Maybe the reason is because a motorcycle is the closest size to ourselves. They sit there on two wheels, almost bipedal in the way that they locomote---like a person does on two legs----only Mabel's legs are her rear 16 and front 21 on Avon rubber. A motorcycle is the most humanly-conformed vehicle, even more human than a horse. A horse, remember, has four legs. A bike has two symbolic legs.

That would explain why as a biker, I feel so close to Mabel, why I love her so much, and why I miss her so much when I can't ride her. Look at the above photo of Mabel in her parking lot near my apartment in the Lower Beast Side of NYC. You see her, but you can't hear her. As this photo was taken, her motor was hot, thoroughly warmed up on a fast idle. There she sits, with her lumpity-lumpity, beautiful idle, her beating heart synchronized with my own beating heart and breathing. We are perfectly synchronized, except that it can't be done on the highway in fourth gear, but here, in perfect stillness, in her parking lot.

This is one of those periods in my life, when I can't ride my motorcycle for a temporary period of time and here's the reason why: Three weeks ago, I suffered an incarcerated hernia. I won't bore you with the gory details, but if you Google "incarcerated hernia," you'll learn what this is, and why it's considered a medical emergency. Suffice it to say that three weeks ago, this medical emergency necessitated a midnight run to the local Emergency Room at Beth Israel Medical Center (where ironically, I worked over 40 years ago), and then elective surgery two weeks ago at Cornell Medical Center-New York Presbyterian Hospital (where 44 years ago, my son Mike was born).

As I type this, your humble biker-reporter is almost two weeks post-op this surgery, which went well. However, in this (and I hesitate to use this term) hiatal span of time when I can't ride, I had to hear Mabel's motor, her Harley Heart which is audible proof of her life and living. When I hear that valve train going up and down in her warming up motor, and hear those great, big pistons thrumming up and down in Mabel's cavernous, 86 inch cylinders, and feel the ground vibrate from her breath exhaling from her straight pipes, it fills me with a sense of love and reverence for this great 'ole girl. It also filled me with a sense of calm, just being able to hear her speak. What a sound a righteous Harley makes! There is nothing like it in the world.

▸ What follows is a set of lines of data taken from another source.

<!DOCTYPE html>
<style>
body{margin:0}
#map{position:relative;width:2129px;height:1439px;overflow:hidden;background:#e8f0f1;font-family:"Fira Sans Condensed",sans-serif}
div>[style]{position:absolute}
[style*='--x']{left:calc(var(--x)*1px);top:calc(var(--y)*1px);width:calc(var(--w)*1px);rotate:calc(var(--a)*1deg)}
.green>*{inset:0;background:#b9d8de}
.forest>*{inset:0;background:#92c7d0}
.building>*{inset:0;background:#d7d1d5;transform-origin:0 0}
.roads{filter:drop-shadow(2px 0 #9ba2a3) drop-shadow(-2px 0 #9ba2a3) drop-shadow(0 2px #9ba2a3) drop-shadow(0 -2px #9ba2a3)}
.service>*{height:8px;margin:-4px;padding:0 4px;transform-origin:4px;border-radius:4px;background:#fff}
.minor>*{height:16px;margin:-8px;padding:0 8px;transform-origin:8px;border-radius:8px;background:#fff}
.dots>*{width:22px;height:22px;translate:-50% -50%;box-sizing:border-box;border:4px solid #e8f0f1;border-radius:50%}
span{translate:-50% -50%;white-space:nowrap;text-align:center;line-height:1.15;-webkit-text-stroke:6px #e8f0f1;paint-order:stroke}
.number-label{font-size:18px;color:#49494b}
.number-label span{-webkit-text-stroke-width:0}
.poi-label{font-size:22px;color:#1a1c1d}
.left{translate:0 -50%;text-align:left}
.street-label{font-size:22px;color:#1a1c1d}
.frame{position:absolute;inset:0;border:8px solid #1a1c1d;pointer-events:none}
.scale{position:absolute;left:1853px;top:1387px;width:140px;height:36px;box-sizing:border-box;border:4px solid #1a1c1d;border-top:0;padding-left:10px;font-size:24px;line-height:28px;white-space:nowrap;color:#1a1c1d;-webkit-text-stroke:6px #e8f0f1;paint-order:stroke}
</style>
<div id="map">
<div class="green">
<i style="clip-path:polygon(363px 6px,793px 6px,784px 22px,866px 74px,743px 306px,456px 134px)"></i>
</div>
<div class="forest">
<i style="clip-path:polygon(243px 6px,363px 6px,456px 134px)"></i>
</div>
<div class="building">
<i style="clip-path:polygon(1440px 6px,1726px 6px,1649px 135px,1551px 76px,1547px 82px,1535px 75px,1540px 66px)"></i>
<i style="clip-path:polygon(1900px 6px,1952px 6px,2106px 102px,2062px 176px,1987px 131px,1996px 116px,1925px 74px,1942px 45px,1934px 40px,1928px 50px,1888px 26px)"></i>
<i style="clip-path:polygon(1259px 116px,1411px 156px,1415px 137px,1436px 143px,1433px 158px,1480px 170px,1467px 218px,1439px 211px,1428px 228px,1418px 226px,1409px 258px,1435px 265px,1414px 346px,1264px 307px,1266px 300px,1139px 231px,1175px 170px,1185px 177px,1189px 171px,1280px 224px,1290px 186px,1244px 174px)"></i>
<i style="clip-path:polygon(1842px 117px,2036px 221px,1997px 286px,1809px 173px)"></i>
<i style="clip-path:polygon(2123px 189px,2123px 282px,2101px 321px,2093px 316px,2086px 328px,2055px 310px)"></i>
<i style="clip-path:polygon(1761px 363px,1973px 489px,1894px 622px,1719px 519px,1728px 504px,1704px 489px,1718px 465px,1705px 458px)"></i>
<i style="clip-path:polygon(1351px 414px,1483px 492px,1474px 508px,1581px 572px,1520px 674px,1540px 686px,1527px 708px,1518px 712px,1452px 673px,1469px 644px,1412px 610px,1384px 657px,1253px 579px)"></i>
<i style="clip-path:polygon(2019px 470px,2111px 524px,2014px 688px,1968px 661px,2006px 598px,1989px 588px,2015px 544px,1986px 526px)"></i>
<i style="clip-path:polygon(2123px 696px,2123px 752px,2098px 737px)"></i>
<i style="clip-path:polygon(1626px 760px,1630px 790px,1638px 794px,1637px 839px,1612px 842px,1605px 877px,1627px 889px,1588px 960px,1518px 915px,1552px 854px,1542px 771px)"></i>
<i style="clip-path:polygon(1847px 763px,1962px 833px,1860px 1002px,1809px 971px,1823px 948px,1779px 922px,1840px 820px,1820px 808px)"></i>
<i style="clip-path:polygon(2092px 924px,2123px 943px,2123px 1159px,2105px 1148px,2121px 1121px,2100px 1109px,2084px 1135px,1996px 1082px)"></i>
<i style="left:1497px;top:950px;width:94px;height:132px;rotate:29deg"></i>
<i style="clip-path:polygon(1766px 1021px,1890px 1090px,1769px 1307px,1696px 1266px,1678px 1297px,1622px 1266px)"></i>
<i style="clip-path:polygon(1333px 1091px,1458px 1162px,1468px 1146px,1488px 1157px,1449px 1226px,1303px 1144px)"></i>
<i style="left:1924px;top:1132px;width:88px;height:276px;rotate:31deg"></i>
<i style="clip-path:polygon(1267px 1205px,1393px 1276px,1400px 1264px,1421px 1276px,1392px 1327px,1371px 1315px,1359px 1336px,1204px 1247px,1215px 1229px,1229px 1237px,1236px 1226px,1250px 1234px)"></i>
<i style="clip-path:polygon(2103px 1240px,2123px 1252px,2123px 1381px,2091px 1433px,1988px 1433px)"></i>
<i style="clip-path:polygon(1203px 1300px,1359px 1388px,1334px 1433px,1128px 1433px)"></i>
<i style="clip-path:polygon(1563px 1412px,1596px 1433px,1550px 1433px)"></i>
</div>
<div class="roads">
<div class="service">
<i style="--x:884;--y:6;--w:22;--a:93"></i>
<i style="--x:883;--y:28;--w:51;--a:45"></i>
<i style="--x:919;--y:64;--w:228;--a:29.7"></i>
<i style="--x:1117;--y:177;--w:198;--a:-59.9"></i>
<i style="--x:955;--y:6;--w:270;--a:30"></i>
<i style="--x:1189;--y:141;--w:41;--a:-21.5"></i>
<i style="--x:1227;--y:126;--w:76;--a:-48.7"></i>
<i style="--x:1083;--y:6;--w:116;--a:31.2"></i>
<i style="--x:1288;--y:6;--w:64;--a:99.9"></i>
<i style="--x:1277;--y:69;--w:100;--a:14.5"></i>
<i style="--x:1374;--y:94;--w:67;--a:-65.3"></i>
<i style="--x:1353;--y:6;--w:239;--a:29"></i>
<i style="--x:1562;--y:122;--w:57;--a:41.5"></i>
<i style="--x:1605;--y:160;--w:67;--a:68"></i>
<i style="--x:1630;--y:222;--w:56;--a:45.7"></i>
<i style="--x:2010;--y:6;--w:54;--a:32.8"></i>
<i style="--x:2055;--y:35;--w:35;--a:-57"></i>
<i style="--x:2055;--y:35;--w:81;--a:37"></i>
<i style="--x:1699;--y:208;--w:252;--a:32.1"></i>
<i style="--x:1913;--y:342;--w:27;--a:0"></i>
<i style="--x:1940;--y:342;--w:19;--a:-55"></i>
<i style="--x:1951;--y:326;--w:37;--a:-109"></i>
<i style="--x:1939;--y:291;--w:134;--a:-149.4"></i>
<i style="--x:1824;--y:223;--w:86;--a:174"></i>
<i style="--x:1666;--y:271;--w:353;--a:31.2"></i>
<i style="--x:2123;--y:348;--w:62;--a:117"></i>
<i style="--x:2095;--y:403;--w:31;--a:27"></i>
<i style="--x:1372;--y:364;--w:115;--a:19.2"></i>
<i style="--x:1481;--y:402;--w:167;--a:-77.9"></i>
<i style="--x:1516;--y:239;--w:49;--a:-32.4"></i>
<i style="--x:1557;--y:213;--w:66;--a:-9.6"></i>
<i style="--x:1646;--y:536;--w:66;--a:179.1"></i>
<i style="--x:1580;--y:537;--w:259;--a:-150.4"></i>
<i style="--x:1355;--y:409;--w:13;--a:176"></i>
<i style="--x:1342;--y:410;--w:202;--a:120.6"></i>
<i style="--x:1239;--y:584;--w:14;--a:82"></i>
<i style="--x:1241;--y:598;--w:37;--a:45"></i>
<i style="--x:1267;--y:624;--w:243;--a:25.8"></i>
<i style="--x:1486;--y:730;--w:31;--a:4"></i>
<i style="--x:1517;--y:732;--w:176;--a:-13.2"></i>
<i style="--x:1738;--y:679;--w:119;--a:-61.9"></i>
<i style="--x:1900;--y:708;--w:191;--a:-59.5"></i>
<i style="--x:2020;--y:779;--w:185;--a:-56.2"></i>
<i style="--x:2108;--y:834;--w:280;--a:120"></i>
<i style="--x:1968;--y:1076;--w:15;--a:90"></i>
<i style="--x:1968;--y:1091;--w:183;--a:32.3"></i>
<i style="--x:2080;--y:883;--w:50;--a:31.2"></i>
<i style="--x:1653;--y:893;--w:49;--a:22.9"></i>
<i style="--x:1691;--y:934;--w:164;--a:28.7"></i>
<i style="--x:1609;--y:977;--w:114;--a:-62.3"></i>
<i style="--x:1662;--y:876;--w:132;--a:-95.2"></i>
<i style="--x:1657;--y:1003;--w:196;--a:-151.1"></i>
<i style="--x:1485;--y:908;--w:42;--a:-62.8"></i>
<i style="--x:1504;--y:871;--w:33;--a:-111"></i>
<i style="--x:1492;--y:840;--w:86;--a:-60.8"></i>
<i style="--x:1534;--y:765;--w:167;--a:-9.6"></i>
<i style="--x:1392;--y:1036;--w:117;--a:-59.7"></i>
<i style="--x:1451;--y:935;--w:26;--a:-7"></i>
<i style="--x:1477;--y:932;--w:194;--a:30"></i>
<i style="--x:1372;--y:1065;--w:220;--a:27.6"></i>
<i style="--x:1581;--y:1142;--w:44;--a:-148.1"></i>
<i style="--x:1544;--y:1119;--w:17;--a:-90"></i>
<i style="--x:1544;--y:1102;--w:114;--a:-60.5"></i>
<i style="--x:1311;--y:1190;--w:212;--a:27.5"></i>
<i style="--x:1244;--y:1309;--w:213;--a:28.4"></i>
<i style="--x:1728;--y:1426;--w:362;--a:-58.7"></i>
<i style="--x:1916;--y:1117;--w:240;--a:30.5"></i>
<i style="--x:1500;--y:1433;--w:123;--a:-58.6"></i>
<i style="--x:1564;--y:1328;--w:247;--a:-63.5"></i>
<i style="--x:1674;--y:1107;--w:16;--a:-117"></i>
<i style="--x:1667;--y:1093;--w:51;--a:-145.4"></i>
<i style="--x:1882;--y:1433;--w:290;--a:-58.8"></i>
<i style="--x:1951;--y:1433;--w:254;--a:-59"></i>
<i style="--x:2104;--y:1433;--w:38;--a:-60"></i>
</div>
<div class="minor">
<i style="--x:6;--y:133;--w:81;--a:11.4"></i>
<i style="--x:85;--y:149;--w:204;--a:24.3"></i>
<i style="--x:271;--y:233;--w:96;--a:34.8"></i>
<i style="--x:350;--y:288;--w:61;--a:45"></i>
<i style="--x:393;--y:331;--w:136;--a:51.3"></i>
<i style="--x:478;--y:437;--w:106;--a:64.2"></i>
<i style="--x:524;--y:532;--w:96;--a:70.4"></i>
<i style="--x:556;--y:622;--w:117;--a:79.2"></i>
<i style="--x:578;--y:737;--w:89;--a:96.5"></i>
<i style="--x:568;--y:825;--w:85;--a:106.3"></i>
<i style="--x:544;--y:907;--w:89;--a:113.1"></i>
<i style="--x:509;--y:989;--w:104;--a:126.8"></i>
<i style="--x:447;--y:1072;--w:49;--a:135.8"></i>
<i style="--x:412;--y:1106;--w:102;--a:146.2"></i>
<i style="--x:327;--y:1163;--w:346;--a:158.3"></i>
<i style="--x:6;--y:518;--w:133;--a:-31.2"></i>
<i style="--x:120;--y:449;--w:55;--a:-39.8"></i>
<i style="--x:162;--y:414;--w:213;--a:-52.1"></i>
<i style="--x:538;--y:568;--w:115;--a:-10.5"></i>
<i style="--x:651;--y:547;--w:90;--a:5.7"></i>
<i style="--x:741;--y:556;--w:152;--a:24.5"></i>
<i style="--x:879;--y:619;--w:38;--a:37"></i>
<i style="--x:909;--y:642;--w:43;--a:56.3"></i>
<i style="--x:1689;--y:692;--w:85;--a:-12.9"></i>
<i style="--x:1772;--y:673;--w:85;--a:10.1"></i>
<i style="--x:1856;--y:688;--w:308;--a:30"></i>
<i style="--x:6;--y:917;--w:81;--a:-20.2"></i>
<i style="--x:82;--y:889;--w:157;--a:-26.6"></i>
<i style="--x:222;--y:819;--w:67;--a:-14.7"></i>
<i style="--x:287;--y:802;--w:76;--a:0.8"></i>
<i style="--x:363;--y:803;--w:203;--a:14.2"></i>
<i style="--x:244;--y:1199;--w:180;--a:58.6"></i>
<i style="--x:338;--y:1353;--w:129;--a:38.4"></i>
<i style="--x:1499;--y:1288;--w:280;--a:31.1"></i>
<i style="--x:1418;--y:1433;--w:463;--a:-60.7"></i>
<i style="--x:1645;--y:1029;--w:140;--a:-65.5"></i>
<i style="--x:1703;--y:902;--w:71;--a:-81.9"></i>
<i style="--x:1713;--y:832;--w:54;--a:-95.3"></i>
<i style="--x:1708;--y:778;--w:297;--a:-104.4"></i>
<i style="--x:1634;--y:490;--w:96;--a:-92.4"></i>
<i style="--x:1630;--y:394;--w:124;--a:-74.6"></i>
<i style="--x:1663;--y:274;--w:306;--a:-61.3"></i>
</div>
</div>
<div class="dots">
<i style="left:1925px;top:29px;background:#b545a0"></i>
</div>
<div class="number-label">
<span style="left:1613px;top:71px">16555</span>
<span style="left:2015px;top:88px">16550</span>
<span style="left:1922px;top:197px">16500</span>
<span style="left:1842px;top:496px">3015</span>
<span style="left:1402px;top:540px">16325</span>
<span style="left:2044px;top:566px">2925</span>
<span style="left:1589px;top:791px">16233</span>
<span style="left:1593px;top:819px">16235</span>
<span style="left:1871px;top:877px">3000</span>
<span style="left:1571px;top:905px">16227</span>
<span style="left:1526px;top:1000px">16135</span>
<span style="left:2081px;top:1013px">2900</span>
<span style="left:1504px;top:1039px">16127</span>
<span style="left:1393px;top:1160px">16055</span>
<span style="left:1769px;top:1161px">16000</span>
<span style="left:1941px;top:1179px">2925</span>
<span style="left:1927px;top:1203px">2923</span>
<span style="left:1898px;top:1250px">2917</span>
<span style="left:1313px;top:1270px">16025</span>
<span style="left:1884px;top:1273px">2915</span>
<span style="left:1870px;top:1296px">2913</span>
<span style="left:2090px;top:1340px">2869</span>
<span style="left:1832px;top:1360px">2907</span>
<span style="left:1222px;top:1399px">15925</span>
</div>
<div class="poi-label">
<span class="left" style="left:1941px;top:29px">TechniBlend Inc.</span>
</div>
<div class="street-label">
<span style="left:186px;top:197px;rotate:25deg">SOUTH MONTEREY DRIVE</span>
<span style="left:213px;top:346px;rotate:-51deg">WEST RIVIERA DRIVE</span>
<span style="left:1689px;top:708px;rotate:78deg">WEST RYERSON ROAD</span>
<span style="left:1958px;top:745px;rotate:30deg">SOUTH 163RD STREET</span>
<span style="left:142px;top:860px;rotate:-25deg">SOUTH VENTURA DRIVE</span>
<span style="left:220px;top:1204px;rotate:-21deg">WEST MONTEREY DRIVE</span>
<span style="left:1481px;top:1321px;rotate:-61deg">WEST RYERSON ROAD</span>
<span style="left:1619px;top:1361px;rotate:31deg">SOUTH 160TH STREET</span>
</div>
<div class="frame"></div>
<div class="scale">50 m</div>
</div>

After running her for a few glorious minutes in the early morning dawn hours, I shut her down, with both of us satisfied, at least, temporarily. Mabel, it won't be long now, until we feel the wind in our respective faces. Then, the wind will blow back my Klingon mustache, and buffet your Bates-styled headlight. Maybe another six weeks, until my repaired hernia is totally healed. Then we'll be ready for the vicious potholes of the mean streets and highways of New York City, the ones that can launch a biker and her rider a foot into the air, with a subsequent "crash" on landing. Get ready, baby---I'm comin' for ya then! Later.